Serving reinforcement learning policy models via kuberay

Hello everyone,

I’m currently working on deploying an RL policy model on Kuberay using the examples provided in the Ray documentation for serving reinforcement learning policy models (link) and the Kuberay guidance documentation (link).

My objective is to create a deployment graph similar to the fruit stand example, but with RL agents trained on Ray Air. I have successfully built serve deployment classes using RL predictors and retrieving checkpoints from a URI to request predictions over localhost. However, when attempting to deploy this model on Kuberay, I encounter issues where the serve deployment API fails, restarts, attempts to delegate to another worker, and then fails again. I have attempted to allocate more resources by adding additional nodes, but this has not resolved the problem.

I would appreciate it if anyone who has experience in creating deployment graphs to serve RL models on Kuberay could share their insights and potentially help me troubleshoot the issue I’m facing.

Here is a generalized version of the code I have been working on:

from starlette.requests import Request
import requests
import numpy as np
import ray
from ray import serve
from ray.air.checkpoint import Checkpoint
from ray.serve.air_integrations import PredictorWrapper
from ray.train.rl.rl_predictor import RLPredictor

# Specify the checkpoint path
checkpoint_path = Checkpoint.from_uri("gs://...")

@serve.deployment
class ServeModel:
    def __init__(self, checkpoint_path) -> None:
        self.algorithm = PredictorWrapper(RLPredictor, checkpoint_path)

    async def __call__(self, request: Request):
        json_input = await request.json()
        obs = json_input["observation"]

        action = await self.algorithm.predict(np.array(obs))
        return {"action": int(action)}

# Bind the model to the checkpoint path
model = ServeModel.bind(checkpoint_path)

In this code, I’m utilizing the starlette library for handling incoming requests.
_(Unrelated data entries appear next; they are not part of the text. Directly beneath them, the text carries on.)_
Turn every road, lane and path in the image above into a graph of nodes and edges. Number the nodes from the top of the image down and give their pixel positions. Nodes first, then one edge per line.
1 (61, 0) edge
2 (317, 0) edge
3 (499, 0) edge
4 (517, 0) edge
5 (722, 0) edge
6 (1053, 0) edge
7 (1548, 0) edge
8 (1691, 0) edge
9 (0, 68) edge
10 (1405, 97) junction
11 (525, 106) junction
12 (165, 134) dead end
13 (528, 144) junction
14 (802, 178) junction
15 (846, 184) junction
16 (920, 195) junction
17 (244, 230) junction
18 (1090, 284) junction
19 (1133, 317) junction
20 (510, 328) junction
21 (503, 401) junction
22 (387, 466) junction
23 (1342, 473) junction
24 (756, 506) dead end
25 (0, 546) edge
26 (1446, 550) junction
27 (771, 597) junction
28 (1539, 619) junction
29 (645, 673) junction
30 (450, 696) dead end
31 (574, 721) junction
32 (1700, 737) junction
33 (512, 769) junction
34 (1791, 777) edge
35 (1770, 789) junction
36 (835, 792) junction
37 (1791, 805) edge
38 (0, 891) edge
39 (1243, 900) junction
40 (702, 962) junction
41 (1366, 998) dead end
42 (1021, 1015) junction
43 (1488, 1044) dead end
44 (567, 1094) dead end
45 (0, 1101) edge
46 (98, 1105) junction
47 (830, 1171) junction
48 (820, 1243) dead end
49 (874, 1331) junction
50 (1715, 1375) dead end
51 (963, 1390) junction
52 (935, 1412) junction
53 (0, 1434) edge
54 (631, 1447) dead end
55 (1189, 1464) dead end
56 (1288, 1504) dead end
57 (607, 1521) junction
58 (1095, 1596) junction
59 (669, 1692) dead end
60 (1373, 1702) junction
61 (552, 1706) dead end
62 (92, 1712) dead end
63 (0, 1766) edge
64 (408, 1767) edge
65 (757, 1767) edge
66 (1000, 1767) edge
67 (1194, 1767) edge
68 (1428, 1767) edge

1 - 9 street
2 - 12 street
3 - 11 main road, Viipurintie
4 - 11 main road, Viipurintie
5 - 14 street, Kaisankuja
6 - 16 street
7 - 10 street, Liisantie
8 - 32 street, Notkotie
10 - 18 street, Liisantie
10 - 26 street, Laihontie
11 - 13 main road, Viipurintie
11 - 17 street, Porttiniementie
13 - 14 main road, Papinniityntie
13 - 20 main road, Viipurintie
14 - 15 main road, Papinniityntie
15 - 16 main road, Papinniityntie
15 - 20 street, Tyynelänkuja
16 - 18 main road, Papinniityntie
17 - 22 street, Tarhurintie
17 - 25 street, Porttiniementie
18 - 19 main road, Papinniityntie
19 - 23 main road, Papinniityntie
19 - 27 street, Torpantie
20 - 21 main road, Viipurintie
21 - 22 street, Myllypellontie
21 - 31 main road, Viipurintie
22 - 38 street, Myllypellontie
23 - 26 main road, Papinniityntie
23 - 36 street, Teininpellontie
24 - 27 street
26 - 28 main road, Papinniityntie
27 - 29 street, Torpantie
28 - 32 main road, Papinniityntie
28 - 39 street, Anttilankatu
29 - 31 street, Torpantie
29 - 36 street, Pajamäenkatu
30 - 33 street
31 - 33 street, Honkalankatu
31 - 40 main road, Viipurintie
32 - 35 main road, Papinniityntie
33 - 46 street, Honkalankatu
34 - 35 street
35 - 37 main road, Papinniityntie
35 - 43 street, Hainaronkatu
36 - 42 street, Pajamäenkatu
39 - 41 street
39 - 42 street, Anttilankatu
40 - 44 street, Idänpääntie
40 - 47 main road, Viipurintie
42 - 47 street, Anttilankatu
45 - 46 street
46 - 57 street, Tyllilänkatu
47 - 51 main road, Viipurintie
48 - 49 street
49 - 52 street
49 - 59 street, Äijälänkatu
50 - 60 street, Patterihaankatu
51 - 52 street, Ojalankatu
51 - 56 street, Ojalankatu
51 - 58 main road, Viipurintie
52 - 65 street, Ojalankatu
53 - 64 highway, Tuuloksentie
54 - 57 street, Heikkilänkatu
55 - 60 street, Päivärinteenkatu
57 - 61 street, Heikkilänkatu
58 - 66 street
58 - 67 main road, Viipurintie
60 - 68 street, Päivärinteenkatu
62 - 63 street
The ServeModel class is decorated as a serve.deployment to indicate that it should be deployed on Kuberay. The checkpoint_path is passed to the class during initialization, and the RLPredictor is wrapped using PredictorWrapper for integration with the Ray Serve infrastructure.

The __call__ method handles the incoming requests, extracts the observation from the JSON payload, and uses the RL predictor to make predictions. The predicted action is then returned in the response.

Please note that you would need to replace "gs://..." in the checkpoint_path with the actual URI of your checkpoint location. This is only provided to show that I am utilizing google cloud storage to save my trained models.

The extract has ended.